• _How to complete this task_
Scan the entries below, and for each line that includes the word "main", make a copy.

(Dataset entries)
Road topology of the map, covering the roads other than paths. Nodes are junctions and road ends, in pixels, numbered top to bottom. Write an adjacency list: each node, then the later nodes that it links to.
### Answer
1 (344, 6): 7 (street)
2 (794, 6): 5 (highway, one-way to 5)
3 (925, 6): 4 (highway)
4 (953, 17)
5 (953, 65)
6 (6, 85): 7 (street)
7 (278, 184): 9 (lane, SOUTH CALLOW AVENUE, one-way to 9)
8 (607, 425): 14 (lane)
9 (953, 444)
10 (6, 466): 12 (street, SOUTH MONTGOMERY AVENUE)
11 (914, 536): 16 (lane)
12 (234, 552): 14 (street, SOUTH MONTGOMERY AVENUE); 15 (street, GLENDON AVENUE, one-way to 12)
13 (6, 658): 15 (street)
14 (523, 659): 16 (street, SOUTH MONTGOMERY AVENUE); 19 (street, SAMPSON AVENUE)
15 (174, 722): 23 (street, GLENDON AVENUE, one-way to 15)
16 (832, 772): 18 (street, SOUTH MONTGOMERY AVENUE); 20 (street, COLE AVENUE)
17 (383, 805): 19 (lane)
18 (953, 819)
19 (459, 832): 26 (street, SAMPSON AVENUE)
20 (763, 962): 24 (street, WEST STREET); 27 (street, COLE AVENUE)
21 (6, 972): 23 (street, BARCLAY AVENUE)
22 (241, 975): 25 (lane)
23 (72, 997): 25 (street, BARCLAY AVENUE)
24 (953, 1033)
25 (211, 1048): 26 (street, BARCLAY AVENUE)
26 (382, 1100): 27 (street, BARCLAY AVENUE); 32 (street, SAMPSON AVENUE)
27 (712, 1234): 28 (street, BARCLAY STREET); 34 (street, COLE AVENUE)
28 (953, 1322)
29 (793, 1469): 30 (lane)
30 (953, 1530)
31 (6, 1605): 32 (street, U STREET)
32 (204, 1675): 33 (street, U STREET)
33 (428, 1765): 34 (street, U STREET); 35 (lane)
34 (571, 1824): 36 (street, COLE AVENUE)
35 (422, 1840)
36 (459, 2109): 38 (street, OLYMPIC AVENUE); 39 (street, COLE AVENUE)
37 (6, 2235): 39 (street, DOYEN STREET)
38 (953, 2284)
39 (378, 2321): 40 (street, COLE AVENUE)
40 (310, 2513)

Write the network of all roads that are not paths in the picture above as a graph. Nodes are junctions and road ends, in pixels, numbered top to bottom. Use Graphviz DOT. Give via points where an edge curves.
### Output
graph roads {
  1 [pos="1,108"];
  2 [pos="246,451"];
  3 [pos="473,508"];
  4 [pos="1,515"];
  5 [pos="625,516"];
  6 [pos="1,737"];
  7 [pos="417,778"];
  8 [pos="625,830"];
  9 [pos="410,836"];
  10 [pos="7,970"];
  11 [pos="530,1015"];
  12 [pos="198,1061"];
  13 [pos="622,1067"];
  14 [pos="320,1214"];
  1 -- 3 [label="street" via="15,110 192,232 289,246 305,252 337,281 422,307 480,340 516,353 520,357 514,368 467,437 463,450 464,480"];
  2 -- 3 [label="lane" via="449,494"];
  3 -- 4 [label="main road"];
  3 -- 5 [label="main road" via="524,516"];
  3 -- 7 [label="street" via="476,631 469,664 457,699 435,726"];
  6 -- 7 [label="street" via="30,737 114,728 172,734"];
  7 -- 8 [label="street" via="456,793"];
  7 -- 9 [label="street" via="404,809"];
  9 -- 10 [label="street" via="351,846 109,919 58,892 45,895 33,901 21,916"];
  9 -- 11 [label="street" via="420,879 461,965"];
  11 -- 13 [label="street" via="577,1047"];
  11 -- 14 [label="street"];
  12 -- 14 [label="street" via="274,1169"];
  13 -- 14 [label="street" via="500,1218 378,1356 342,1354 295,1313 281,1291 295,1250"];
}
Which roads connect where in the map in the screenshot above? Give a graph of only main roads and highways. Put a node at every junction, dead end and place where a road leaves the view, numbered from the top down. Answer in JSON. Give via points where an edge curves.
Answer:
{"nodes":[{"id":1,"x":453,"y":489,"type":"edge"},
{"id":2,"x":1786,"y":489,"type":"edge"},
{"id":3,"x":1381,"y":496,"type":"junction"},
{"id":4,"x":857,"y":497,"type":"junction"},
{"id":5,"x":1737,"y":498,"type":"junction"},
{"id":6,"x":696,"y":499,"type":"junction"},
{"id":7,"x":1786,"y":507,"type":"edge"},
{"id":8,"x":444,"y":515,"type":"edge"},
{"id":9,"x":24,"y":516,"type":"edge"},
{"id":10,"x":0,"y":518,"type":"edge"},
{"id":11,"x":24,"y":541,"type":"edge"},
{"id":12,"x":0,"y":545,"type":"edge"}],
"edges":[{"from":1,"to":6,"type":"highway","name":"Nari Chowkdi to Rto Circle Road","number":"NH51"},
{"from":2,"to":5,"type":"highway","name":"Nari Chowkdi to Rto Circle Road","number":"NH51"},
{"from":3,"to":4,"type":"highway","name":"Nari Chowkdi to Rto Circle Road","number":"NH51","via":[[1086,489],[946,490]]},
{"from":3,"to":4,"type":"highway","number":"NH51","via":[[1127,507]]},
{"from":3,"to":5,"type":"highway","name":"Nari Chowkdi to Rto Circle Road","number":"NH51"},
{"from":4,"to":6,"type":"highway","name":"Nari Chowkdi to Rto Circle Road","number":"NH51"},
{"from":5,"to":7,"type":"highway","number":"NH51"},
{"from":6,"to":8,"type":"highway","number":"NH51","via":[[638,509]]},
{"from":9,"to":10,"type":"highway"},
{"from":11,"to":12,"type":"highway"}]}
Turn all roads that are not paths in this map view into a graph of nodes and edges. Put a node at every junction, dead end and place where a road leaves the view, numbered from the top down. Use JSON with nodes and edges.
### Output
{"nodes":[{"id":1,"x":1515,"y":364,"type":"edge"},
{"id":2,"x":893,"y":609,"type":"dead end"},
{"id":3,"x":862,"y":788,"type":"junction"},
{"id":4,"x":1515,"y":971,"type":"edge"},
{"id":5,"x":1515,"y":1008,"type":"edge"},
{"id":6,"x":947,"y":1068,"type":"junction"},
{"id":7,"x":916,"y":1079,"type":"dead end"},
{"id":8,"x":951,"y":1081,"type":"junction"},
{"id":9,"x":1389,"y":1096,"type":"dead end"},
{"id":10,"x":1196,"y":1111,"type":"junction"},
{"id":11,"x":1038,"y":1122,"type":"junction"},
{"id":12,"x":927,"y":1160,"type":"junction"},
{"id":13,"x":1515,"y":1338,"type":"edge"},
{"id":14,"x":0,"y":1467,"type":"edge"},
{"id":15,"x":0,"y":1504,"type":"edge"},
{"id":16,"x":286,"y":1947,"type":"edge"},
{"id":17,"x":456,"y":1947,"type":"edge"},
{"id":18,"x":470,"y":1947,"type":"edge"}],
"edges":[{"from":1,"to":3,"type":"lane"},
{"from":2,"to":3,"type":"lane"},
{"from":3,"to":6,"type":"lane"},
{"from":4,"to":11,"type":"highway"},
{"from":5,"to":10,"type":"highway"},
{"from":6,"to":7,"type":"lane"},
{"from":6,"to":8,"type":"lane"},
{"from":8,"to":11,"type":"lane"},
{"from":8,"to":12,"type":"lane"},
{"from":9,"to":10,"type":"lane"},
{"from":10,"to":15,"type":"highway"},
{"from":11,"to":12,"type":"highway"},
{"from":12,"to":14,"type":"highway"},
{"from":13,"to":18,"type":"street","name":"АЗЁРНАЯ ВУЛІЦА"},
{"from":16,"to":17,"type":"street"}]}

• _Result below_
  3 -- 4 [label="main road"];
  3 -- 5 [label="main road" via="524,516"];
Which roads connect where in the map in the screenshot above? Give a graph of only main roads and highways. Put a node at every junction, dead end and place where a road leaves the view, numbered from the top down. Answer in JSON. Give via points where an edge curves.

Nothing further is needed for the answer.